▸ **What the task asks**: Count every line in this listing that has "Prix". Reply with only the total.

▸ **Information supplied**:

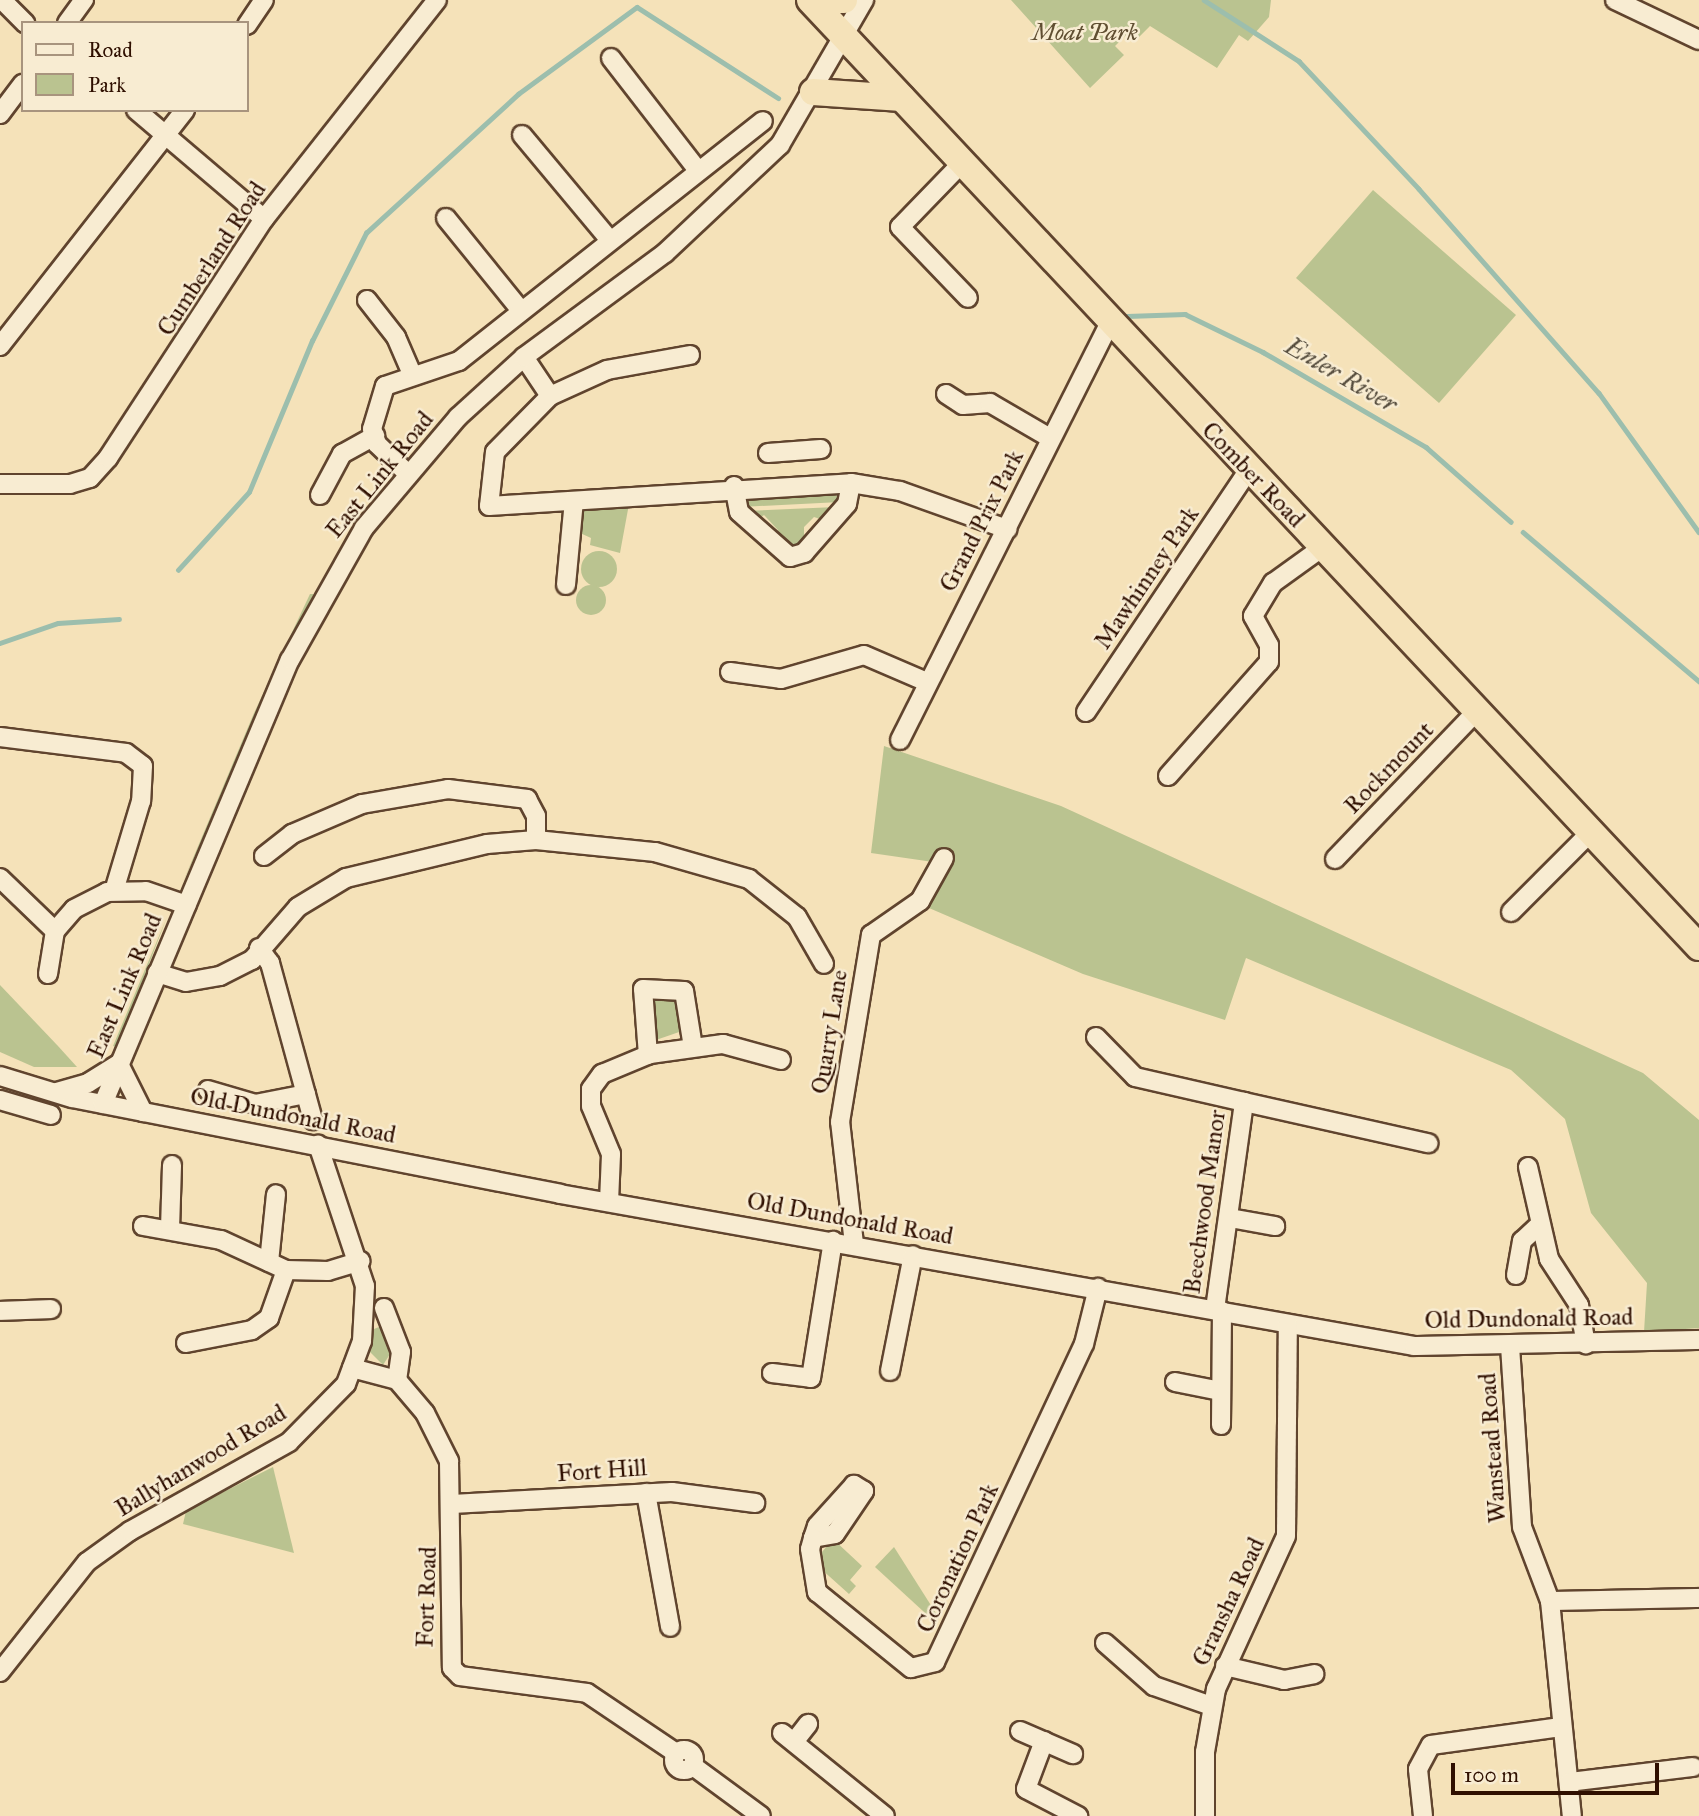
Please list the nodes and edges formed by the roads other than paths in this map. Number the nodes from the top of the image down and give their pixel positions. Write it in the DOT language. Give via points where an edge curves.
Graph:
graph roads {
  1 [pos="2,0"];
  2 [pos="84,0"];
  3 [pos="264,0"];
  4 [pos="437,0"];
  5 [pos="810,0"];
  6 [pos="831,0"];
  7 [pos="844,0"];
  8 [pos="864,0"];
  9 [pos="1615,0"];
  10 [pos="23,21"];
  11 [pos="68,21"];
  12 [pos="248,24"];
  13 [pos="846,36"];
  14 [pos="1699,40"];
  15 [pos="611,58"];
  16 [pos="21,88"];
  17 [pos="813,92"];
  18 [pos="902,98"];
  19 [pos="137,112"];
  20 [pos="184,112"];
  21 [pos="0,114"];
  22 [pos="763,121"];
  23 [pos="522,135"];
  24 [pos="166,137"];
  25 [pos="962,163"];
  26 [pos="696,168"];
  27 [pos="446,218"];
  28 [pos="264,219"];
  29 [pos="608,238"];
  30 [pos="968,298"];
  31 [pos="368,300"];
  32 [pos="519,308"];
  33 [pos="1109,324"];
  34 [pos="0,346"];
  35 [pos="690,355"];
  36 [pos="524,357"];
  37 [pos="412,374"];
  38 [pos="946,394"];
  39 [pos="550,396"];
  40 [pos="375,436"];
  41 [pos="1051,438"];
  42 [pos="821,449"];
  43 [pos="791,451"];
  44 [pos="768,453"];
  45 [pos="1248,471"];
  46 [pos="407,473"];
  47 [pos="794,483"];
  48 [pos="851,483"];
  49 [pos="0,484"];
  50 [pos="734,486"];
  51 [pos="320,495"];
  52 [pos="574,502"];
  53 [pos="1007,530"];
  54 [pos="1324,547"];
  55 [pos="566,585"];
  56 [pos="730,672"];
  57 [pos="926,682"];
  58 [pos="1478,710"];
  59 [pos="1086,712"];
  60 [pos="0,737"];
  61 [pos="900,740"];
  62 [pos="1168,776"];
  63 [pos="1591,832"];
  64 [pos="536,841"];
  65 [pos="264,856"];
  66 [pos="944,858"];
  67 [pos="1335,859"];
  68 [pos="0,878"];
  69 [pos="114,891"];
  70 [pos="187,905"];
  71 [pos="1511,912"];
  72 [pos="55,931"];
  73 [pos="1699,947"];
  74 [pos="259,948"];
  75 [pos="824,964"];
  76 [pos="157,973"];
  77 [pos="48,974"];
  78 [pos="1096,1037"];
  79 [pos="693,1047"];
  80 [pos="648,1055"];
  81 [pos="781,1060"];
  82 [pos="118,1064"];
  83 [pos="0,1076"];
  84 [pos="208,1090"];
  85 [pos="50,1093"];
  86 [pos="306,1094"];
  87 [pos="0,1100"];
  88 [pos="1244,1102"];
  89 [pos="103,1104"];
  90 [pos="144,1112"];
  91 [pos="51,1115"];
  92 [pos="313,1120"];
  93 [pos="1428,1143"];
  94 [pos="318,1145"];
  95 [pos="172,1165"];
  96 [pos="1528,1167"];
  97 [pos="276,1194"];
  98 [pos="609,1202"];
  99 [pos="1230,1218"];
  100 [pos="1539,1225"];
  101 [pos="143,1226"];
  102 [pos="1275,1226"];
  103 [pos="170,1229"];
  104 [pos="833,1241"];
  105 [pos="854,1244"];
  106 [pos="913,1255"];
  107 [pos="360,1261"];
  108 [pos="268,1262"];
  109 [pos="286,1270"];
  110 [pos="1516,1275"];
  111 [pos="1098,1288"];
  112 [pos="384,1308"];
  113 [pos="51,1309"];
  114 [pos="1219,1310"];
  115 [pos="0,1311"];
  116 [pos="1288,1324"];
  117 [pos="1699,1339"];
  118 [pos="186,1343"];
  119 [pos="1586,1344"];
  120 [pos="1510,1346"];
  121 [pos="352,1368"];
  122 [pos="890,1371"];
  123 [pos="772,1373"];
  124 [pos="397,1380"];
  125 [pos="1175,1382"];
  126 [pos="1221,1391"];
  127 [pos="1221,1425"];
  128 [pos="646,1493"];
  129 [pos="754,1503"];
  130 [pos="453,1504"];
  131 [pos="813,1538"];
  132 [pos="1699,1598"];
  133 [pos="1550,1601"];
  134 [pos="670,1627"];
  135 [pos="1105,1643"];
  136 [pos="1226,1667"];
  137 [pos="0,1672"];
  138 [pos="1314,1674"];
  139 [pos="1211,1706"];
  140 [pos="808,1724"];
  141 [pos="1561,1727"];
  142 [pos="1020,1731"];
  143 [pos="1044,1741"];
  144 [pos="1073,1754"];
  145 [pos="1693,1767"];
  146 [pos="1569,1782"];
  147 [pos="761,1816"];
  148 [pos="885,1816"];
  149 [pos="1078,1816"];
  150 [pos="1205,1816"];
  151 [pos="1423,1816"];
  152 [pos="1572,1816"];
  1 -- 10 [label="street"];
  2 -- 11 [label="street"];
  3 -- 12 [label="street"];
  4 -- 28 [label="street, Cumberland Road"];
  5 -- 13 [label="highway, Comber Road"];
  6 -- 7 [label="highway"];
  8 -- 13 [label="street, East Link Road"];
  9 -- 14 [label="street"];
  13 -- 17 [label="street, East Link Road"];
  13 -- 18 [label="highway, Comber Road"];
  15 -- 26 [label="street"];
  16 -- 21 [label="street"];
  17 -- 18 [label="highway"];
  17 -- 36 [label="street, East Link Road" via="780,145 665,253"];
  18 -- 25 [label="highway, Comber Road"];
  19 -- 24 [label="street"];
  20 -- 24 [label="street"];
  22 -- 26 [label="street"];
  23 -- 29 [label="street"];
  24 -- 28 [label="street"];
  24 -- 34 [label="street"];
  25 -- 30 [label="street" via="900,227"];
  25 -- 33 [label="highway, Comber Road"];
  26 -- 29 [label="street"];
  27 -- 32 [label="street"];
  28 -- 49 [label="street, Cumberland Road" via="161,384 90,478 70,484"];
  29 -- 32 [label="street"];
  31 -- 37 [label="street" via="396,337"];
  32 -- 37 [label="street" via="459,361"];
  33 -- 41 [label="street, Grand Prix Park"];
  33 -- 45 [label="highway, Comber Road"];
  35 -- 39 [label="street" via="607,370"];
  36 -- 39 [label="street"];
  36 -- 46 [label="street, East Link Road"];
  37 -- 40 [label="street" via="385,386 375,405"];
  38 -- 41 [label="street" via="962,405 989,403"];
  39 -- 52 [label="street" via="495,452 489,506"];
  40 -- 46 [label="street"];
  40 -- 51 [label="street" via="342,454"];
  41 -- 53 [label="street, Grand Prix Park"];
  42 -- 43 [label="street"];
  43 -- 44 [label="street"];
  43 -- 47 [label="street"];
  45 -- 54 [label="highway, Comber Road"];
  45 -- 59 [label="street, Mawhinney Park"];
  46 -- 70 [label="street, East Link Road" via="364,528 312,614"];
  47 -- 48 [label="street"];
  47 -- 50 [label="street"];
  48 -- 50 [label="street" via="847,504 804,553 790,557 739,512"];
  48 -- 53 [label="street" via="900,491"];
  50 -- 52 [label="street"];
  52 -- 55 [label="street"];
  53 -- 57 [label="street, Grand Prix Park"];
  54 -- 58 [label="highway, Comber Road"];
  54 -- 62 [label="street" via="1273,583 1253,616 1269,645 1269,662"];
  56 -- 57 [label="street" via="781,679 864,655"];
  57 -- 61 [label="street, Grand Prix Park"];
  58 -- 63 [label="highway, Comber Road"];
  58 -- 67 [label="street, Rockmount"];
  60 -- 69 [label="street" via="126,753 143,766 141,801"];
  63 -- 71 [label="street"];
  63 -- 73 [label="highway, Comber Road"];
  64 -- 65 [label="street" via="536,816 527,799 447,789 362,804 292,834"];
  64 -- 74 [label="street" via="487,844 346,878 298,907"];
  64 -- 75 [label="street" via="655,852 749,879 797,917"];
  66 -- 105 [label="street, Quarry Lane" via="920,901 871,935 840,1122"];
  68 -- 72 [label="street"];
  69 -- 70 [label="street" via="146,891"];
  69 -- 72 [label="street" via="74,909"];
  70 -- 76 [label="street, East Link Road"];
  72 -- 77 [label="street"];
  74 -- 76 [label="street" via="252,960 198,982"];
  74 -- 86 [label="street" via="270,964"];
  76 -- 82 [label="street, East Link Road"];
  78 -- 88 [label="street, Beechwood Manor" via="1107,1055 1135,1077"];
  79 -- 80 [label="street"];
  79 -- 80 [label="street" via="684,991 643,989"];
  79 -- 81 [label="street" via="723,1044"];
  80 -- 98 [label="street" via="602,1074 592,1089 594,1121 611,1154"];
  82 -- 85 [label="street" via="88,1083"];
  82 -- 89 [label="street, East Link Road"];
  82 -- 90 [label="street"];
  83 -- 85 [label="street, Old Dundonald Road"];
  84 -- 86 [label="street" via="255,1104"];
  85 -- 89 [label="street, Old Dundonald Road"];
  86 -- 92 [label="street"];
  87 -- 91 [label="street"];
  88 -- 93 [label="street, Beechwood Manor"];
  88 -- 99 [label="street, Beechwood Manor"];
  89 -- 90 [label="street, Old Dundonald Road"];
  90 -- 94 [label="street, Old Dundonald Road"];
  94 -- 98 [label="street, Old Dundonald Road"];
  94 -- 107 [label="street, Ballyhanwood Road"];
  95 -- 103 [label="street"];
  96 -- 100 [label="street"];
  97 -- 108 [label="street"];
  98 -- 104 [label="street, Old Dundonald Road"];
  99 -- 102 [label="street"];
  99 -- 114 [label="street, Beechwood Manor"];
  100 -- 110 [label="street" via="1522,1241"];
  100 -- 119 [label="street" via="1549,1259 1579,1306"];
  101 -- 103 [label="street"];
  103 -- 108 [label="street" via="221,1240"];
  104 -- 105 [label="street, Old Dundonald Road"];
  104 -- 123 [label="street" via="811,1378"];
  105 -- 106 [label="street, Old Dundonald Road"];
  106 -- 111 [label="street, Old Dundonald Road"];
  106 -- 122 [label="street"];
  107 -- 109 [label="street" via="328,1270"];
  107 -- 121 [label="street, Ballyhanwood Road" via="365,1309"];
  108 -- 109 [label="street"];
  109 -- 118 [label="street" via="269,1318 252,1330"];
  111 -- 114 [label="street, Old Dundonald Road"];
  111 -- 131 [label="street, Coronation Park" via="1084,1344 935,1662 911,1668 817,1592"];
  112 -- 124 [label="street" via="401,1352"];
  113 -- 115 [label="street"];
  114 -- 116 [label="street, Old Dundonald Road"];
  114 -- 126 [label="street, Beechwood Manor"];
  116 -- 120 [label="street, Old Dundonald Road" via="1414,1346"];
  116 -- 136 [label="street, Gransha Road" via="1286,1536"];
  117 -- 119 [label="street, Old Dundonald Road"];
  119 -- 120 [label="street, Old Dundonald Road"];
  120 -- 133 [label="street, Wanstead Road" via="1522,1527"];
  121 -- 124 [label="street"];
  121 -- 137 [label="street, Ballyhanwood Road" via="324,1413 289,1442 130,1531 87,1562"];
  124 -- 130 [label="street, Fort Road" via="425,1413 449,1461"];
  125 -- 126 [label="street"];
  126 -- 127 [label="street, Beechwood Manor"];
  128 -- 129 [label="street, Fort Hill"];
  128 -- 130 [label="street, Fort Hill"];
  128 -- 134 [label="street"];
  130 -- 147 [label="street, Fort Road" via="452,1668 460,1676 587,1693 676,1753 680,1769 693,1766"];
  132 -- 133 [label="street"];
  133 -- 141 [label="street, Wanstead Road"];
  135 -- 139 [label="street" via="1154,1686"];
  136 -- 138 [label="street" via="1284,1680"];
  136 -- 139 [label="street, Gransha Road"];
  139 -- 150 [label="street, Gransha Road"];
  140 -- 148 [label="street" via="788,1738"];
  141 -- 146 [label="street, Wanstead Road"];
  141 -- 151 [label="street" via="1432,1745 1418,1769"];
  142 -- 143 [label="street"];
  143 -- 144 [label="street"];
  143 -- 149 [label="street" via="1026,1789"];
  145 -- 146 [label="street"];
  146 -- 152 [label="street, Wanstead Road"];
}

▸ **Solution to this task**: 4